No primeiro livro, Jean Louise era uma criança que não queria corresponder aos ideais de elegância e de cortesia esperados de uma família prestigiada do condado; ao mesmo tempo, ela aspirava a ser astuta e determinada como o seu pai e o seu irmão mais velho, livres das idiossincrasias de se ser uma senhora.

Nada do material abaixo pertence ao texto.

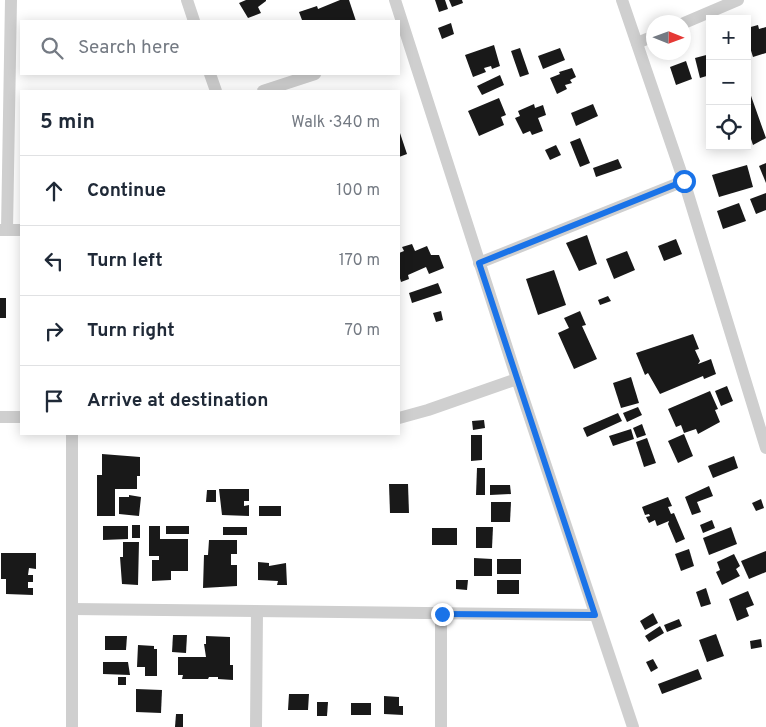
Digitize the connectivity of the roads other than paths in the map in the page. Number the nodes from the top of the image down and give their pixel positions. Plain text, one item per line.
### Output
1 (11, 0) edge
2 (187, 0) edge
3 (395, 0) edge
4 (622, 0) edge
5 (738, 0) edge
6 (194, 20) edge
7 (399, 20) edge
8 (691, 20) edge
9 (400, 24) edge
10 (646, 39) edge
11 (636, 43) junction
12 (404, 44) edge
13 (210, 75) edge
14 (312, 75) edge
15 (216, 90) edge
16 (266, 90) edge
17 (684, 181) junction
18 (4, 230) edge
19 (20, 230) edge
20 (479, 263) junction
21 (516, 379) junction
22 (0, 417) edge
23 (20, 417) edge
24 (400, 418) edge
25 (72, 435) edge
26 (766, 448) edge
27 (72, 609) junction
28 (257, 612) junction
29 (442, 614) junction
30 (595, 615) junction
31 (72, 727) edge
32 (256, 727) edge
33 (441, 727) edge
34 (633, 727) edge

1 - 18 street
2 - 6 street
3 - 7 street
4 - 11 street
5 - 8 street
9 - 12 street
10 - 11 street
11 - 17 street
12 - 20 street
13 - 15 street
14 - 16 street
17 - 20 street
17 - 26 street
18 - 19 street
20 - 21 street
21 - 24 street
21 - 30 street
22 - 23 street
25 - 27 street
27 - 28 street
27 - 31 street
28 - 29 street
28 - 32 street
29 - 30 street
29 - 33 street
30 - 34 street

Neste livro, Jean Louise Finch é uma adulta emancipada, residente numa Nova Iorque que não corresponde aos preconceitos e costumes de Maycomb. A história começa com um regresso a casa da protagonista, para visitar a sua família e o seu namorado. Ela depara-se com uma cidade alterada pela prosperidade do pós-guerra, vulgo “sonho americano”, que permitiu a mais pessoas obter um emprego e melhorar a sua qualidade de vida.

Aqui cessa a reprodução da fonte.